The union for the northern half of the city lies close to the Grangegorman Asylum, and near — rather too near — to the terminus of the Midland Great Western Railway. The workhouse is not so favourably situated as the sister union of the south, being in a more crowded part of the city; it is also smaller in area, though not so crowded. The nucleus of the building is the "Bedford Asylum," another of the Foundling Houses, to which has been added from time to time the various blocks that compose the North Dublin Union. This Board has adopted the wise plan of removing its children to schools in the country. We were sorry not to have had an opportunity of seeing them, as we understood that they are very satisfactory. The ground plan of the union is a double square, placed back to back; the connecting portion is the Bedford Asylum, the top floor of which is used as the Protestant Hospital, the lower floors being the female infirm wards. We had the advantage of the guidance of the master and matron, and we received every courtesy at their hands.

The sick, as is usual in the Irish workhouses, are classified according to creed, the hospitals being duplicated and quite distinct. The Roman Catholics are nursed in two blocks, the male portion in a block near the gate, and the female in the buildings that form part of the square near the Protestant Hospital. The opposite side of the square is occupied in part by the male infirm. In both the male and female blocks for the Catholics the arrangement is the same; the staircase in the middle, the wards going off on each side for three storeys. The wards are oblong, having matting or linoleum down the middle; they contain about 36 beds each, tables and benches for those who are up, as there are no dayrooms. The windows, which are small and in heavy frames, face each other; the walls are brick surface painted, the upper walls having pitched roofs. The general appearance of the wards was good, clean, and neat, but they were too crowded, and in winter we were informed that more beds would have to be put in. Each bed had a locker table in which was kept the separate towel, and a bag with brush and comb was hanging at the foot of each bed. The fireplaces are the wide open grates, wasting more heat than they give, and in some of the wards they had been smoking, We noticed some Tobin ventilators, many of which more often served as a shelf. It is evident that the greater part of the ventilation is by means of the windows, the upper part of the frame falling inwards on a toothed bar. There are separate wards for children in both hospitals. The bedding is hair or fibre, on an iron bedstead, with paillasse, with straw ticks for certain cases. The patients are classed as medical, surgical, and phthisical, and included all kinds of disease as in a general hospital.

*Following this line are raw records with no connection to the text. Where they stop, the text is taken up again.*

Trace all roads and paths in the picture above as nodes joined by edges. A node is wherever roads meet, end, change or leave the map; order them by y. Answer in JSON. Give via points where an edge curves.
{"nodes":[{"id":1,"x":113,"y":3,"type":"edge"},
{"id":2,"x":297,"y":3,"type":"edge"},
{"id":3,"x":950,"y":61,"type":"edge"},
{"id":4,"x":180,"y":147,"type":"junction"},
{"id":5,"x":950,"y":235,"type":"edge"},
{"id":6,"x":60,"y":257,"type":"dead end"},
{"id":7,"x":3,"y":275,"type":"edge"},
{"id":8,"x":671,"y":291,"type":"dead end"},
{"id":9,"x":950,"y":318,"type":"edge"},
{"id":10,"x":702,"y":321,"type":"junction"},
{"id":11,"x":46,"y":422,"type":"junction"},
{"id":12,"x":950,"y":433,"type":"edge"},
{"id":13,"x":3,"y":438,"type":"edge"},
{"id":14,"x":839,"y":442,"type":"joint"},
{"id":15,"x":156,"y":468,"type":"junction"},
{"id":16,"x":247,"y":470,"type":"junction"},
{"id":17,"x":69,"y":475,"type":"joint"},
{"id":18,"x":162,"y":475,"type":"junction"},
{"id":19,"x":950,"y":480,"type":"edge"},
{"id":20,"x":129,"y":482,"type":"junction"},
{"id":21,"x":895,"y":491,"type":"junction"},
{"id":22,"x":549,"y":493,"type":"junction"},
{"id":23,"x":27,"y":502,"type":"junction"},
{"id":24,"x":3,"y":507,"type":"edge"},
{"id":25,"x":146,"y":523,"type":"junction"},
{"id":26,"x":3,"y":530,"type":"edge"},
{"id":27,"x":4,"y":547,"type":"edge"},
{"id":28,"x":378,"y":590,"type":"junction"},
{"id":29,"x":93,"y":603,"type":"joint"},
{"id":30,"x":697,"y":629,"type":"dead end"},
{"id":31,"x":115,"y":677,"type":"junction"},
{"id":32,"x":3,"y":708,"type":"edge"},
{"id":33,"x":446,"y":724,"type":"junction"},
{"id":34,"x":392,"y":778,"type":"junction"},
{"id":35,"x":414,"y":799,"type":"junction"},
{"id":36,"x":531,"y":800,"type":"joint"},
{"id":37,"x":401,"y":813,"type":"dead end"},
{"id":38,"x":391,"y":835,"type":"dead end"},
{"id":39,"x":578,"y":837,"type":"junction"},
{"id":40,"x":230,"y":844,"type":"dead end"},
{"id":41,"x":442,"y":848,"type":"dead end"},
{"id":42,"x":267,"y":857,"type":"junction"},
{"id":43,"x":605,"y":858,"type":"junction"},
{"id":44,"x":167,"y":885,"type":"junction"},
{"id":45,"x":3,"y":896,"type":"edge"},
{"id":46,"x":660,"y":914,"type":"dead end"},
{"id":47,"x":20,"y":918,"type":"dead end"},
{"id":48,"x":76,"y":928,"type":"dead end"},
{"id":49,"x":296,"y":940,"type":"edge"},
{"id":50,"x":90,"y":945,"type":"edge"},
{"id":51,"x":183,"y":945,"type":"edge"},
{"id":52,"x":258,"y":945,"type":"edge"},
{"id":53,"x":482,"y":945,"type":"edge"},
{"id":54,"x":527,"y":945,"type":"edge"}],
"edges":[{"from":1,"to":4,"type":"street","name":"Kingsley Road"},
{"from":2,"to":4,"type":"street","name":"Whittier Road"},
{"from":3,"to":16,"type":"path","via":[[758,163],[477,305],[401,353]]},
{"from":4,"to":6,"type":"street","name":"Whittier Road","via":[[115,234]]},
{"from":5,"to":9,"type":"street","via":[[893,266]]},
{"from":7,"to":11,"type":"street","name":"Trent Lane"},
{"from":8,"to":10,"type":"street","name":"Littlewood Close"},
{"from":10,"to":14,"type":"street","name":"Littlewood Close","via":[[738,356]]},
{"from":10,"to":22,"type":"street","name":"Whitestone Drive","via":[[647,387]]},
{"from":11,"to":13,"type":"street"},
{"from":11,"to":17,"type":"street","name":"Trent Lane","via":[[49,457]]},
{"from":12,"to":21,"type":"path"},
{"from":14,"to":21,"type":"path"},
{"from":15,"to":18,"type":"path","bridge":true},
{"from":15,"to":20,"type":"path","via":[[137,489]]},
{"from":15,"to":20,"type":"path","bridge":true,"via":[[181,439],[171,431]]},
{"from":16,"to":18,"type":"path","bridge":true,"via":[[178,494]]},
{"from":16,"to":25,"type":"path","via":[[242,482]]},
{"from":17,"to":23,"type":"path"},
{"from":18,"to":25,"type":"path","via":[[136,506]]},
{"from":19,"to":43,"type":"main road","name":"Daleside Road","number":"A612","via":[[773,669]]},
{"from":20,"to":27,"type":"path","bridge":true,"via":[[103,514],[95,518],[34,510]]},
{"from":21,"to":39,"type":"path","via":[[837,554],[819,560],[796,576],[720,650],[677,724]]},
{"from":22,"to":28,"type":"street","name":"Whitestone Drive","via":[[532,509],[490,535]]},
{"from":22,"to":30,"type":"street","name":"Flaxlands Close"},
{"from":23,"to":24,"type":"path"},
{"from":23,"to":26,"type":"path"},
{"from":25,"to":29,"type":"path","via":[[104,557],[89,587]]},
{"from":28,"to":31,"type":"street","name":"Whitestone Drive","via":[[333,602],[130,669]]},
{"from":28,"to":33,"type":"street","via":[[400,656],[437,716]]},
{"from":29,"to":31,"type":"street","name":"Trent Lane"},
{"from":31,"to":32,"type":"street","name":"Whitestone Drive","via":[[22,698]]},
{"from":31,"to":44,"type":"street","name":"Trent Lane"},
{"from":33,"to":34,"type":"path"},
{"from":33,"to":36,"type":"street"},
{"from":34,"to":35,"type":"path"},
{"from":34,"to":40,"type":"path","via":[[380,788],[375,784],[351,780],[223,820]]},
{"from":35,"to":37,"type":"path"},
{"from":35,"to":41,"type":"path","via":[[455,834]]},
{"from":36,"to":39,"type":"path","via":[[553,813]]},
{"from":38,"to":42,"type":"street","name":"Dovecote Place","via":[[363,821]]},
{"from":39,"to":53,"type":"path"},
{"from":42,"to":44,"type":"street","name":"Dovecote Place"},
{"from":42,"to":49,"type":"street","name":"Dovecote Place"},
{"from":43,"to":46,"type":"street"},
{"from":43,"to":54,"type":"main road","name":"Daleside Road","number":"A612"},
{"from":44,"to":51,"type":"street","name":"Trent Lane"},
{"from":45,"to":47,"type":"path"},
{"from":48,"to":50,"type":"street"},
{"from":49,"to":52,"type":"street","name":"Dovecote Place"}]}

The Protestant hospital for 194 patients is on the top floor of the old building; the male and female patients are on the one floor, also the children. The classification is the same as in the other hospital. The wards, 3 in all, hold, in the largest ward, 38 beds, and, in the smallest, 23 beds. The quarters of the head nurse are in the: middle, and the whole is self-contained. The wards are in style similar to those in the other blocks, but here also we noticed the difference in the work as done by the trained nurses and the nuns. These wards were not so crowded as those in the other blocks, but they were filled to their capacity.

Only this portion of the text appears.